I think that it depends on the specifics of how you built the HP-shaped hole (without scrambling the information). I don’t have a good intuition for what a good technique like that could look like. A naive thing that comes to mind would be something like “replace all facts in HP by their opposite” (if you had a magic fact-editing tool), but I feel like in this situation it would be pretty easy for an attacker (human misuse or misaligned model) to notice “wow all HP knowledge has been replaced by anti-HP knowledge” and then extract all the HP information by just swapping the answers.
This sounds more like a security and authentication problem than an AI problem.

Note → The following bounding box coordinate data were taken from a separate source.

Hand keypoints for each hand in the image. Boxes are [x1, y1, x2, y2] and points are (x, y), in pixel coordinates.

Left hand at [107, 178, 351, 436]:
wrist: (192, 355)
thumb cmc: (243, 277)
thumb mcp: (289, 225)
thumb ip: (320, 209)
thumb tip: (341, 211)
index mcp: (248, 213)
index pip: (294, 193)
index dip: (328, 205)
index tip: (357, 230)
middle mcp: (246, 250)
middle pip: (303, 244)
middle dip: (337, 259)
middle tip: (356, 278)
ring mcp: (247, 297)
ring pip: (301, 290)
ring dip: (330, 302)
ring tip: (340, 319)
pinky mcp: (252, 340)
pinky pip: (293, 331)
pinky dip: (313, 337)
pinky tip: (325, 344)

It would be great if this was solvable with security, but I think it’s not for most kinds of deployments. For external deployments you almost can never know if a google account corresponds to a student or a professional hacker. For internal deployments you might have misuse from insiders. Therefore, it is tempting to try to address that with AI (e.g. monitoring, refusals, …), and in practice many AI labs try to use this as the main layer of defense (e.g. see OpenAI’s implementation of model spec, which relies almost entirely on monitoring account activity and models refusing clearly ill-intentioned queries). But I agree this is far from being bulletproof.
Thanks for giving this great work—I certainly agree with you on the limits of unlearning as it’s currently conceived for safety. I do wonder if a paradigm of “preventing learning” is a way to get around these limits.